Exercise materials ->
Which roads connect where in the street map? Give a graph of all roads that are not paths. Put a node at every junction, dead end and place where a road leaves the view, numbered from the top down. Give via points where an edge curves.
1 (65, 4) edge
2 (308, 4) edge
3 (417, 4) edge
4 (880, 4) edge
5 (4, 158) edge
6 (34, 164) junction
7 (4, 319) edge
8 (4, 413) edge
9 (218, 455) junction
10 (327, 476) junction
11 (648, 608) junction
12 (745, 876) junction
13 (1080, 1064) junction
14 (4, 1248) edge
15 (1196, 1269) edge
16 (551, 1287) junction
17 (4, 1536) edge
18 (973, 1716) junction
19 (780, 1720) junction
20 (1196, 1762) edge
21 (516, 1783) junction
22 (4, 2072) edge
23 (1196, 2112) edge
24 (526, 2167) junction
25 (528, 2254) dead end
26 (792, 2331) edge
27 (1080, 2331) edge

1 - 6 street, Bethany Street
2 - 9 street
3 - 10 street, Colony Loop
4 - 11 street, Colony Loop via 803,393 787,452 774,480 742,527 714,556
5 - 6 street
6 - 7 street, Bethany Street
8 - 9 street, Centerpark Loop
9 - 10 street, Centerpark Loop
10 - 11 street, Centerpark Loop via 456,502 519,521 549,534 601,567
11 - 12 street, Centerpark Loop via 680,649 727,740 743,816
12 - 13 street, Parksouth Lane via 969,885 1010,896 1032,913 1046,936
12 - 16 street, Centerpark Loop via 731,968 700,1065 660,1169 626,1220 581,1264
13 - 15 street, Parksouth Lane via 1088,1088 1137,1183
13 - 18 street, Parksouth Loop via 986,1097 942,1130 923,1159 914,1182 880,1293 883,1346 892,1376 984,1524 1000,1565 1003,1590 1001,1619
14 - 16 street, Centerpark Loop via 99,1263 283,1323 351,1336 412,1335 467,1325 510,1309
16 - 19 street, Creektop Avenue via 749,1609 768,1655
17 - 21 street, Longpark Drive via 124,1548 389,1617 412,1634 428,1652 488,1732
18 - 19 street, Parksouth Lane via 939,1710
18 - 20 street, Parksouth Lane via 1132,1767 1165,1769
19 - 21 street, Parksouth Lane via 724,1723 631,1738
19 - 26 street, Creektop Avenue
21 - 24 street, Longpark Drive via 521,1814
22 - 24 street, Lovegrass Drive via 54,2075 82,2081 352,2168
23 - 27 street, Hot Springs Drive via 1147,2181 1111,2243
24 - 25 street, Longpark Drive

Aim of the exercise -> Retype the listing above without a single difference.

The completed task ->
Which roads connect where in the street map? Give a graph of all roads that are not paths. Put a node at every junction, dead end and place where a road leaves the view, numbered from the top down. Give via points where an edge curves.
1 (65, 4) edge
2 (308, 4) edge
3 (417, 4) edge
4 (880, 4) edge
5 (4, 158) edge
6 (34, 164) junction
7 (4, 319) edge
8 (4, 413) edge
9 (218, 455) junction
10 (327, 476) junction
11 (648, 608) junction
12 (745, 876) junction
13 (1080, 1064) junction
14 (4, 1248) edge
15 (1196, 1269) edge
16 (551, 1287) junction
17 (4, 1536) edge
18 (973, 1716) junction
19 (780, 1720) junction
20 (1196, 1762) edge
21 (516, 1783) junction
22 (4, 2072) edge
23 (1196, 2112) edge
24 (526, 2167) junction
25 (528, 2254) dead end
26 (792, 2331) edge
27 (1080, 2331) edge

1 - 6 street, Bethany Street
2 - 9 street
3 - 10 street, Colony Loop
4 - 11 street, Colony Loop via 803,393 787,452 774,480 742,527 714,556
5 - 6 street
6 - 7 street, Bethany Street
8 - 9 street, Centerpark Loop
9 - 10 street, Centerpark Loop
10 - 11 street, Centerpark Loop via 456,502 519,521 549,534 601,567
11 - 12 street, Centerpark Loop via 680,649 727,740 743,816
12 - 13 street, Parksouth Lane via 969,885 1010,896 1032,913 1046,936
12 - 16 street, Centerpark Loop via 731,968 700,1065 660,1169 626,1220 581,1264
13 - 15 street, Parksouth Lane via 1088,1088 1137,1183
13 - 18 street, Parksouth Loop via 986,1097 942,1130 923,1159 914,1182 880,1293 883,1346 892,1376 984,1524 1000,1565 1003,1590 1001,1619
14 - 16 street, Centerpark Loop via 99,1263 283,1323 351,1336 412,1335 467,1325 510,1309
16 - 19 street, Creektop Avenue via 749,1609 768,1655
17 - 21 street, Longpark Drive via 124,1548 389,1617 412,1634 428,1652 488,1732
18 - 19 street, Parksouth Lane via 939,1710
18 - 20 street, Parksouth Lane via 1132,1767 1165,1769
19 - 21 street, Parksouth Lane via 724,1723 631,1738
19 - 26 street, Creektop Avenue
21 - 24 street, Longpark Drive via 521,1814
22 - 24 street, Lovegrass Drive via 54,2075 82,2081 352,2168
23 - 27 street, Hot Springs Drive via 1147,2181 1111,2243
24 - 25 street, Longpark Drive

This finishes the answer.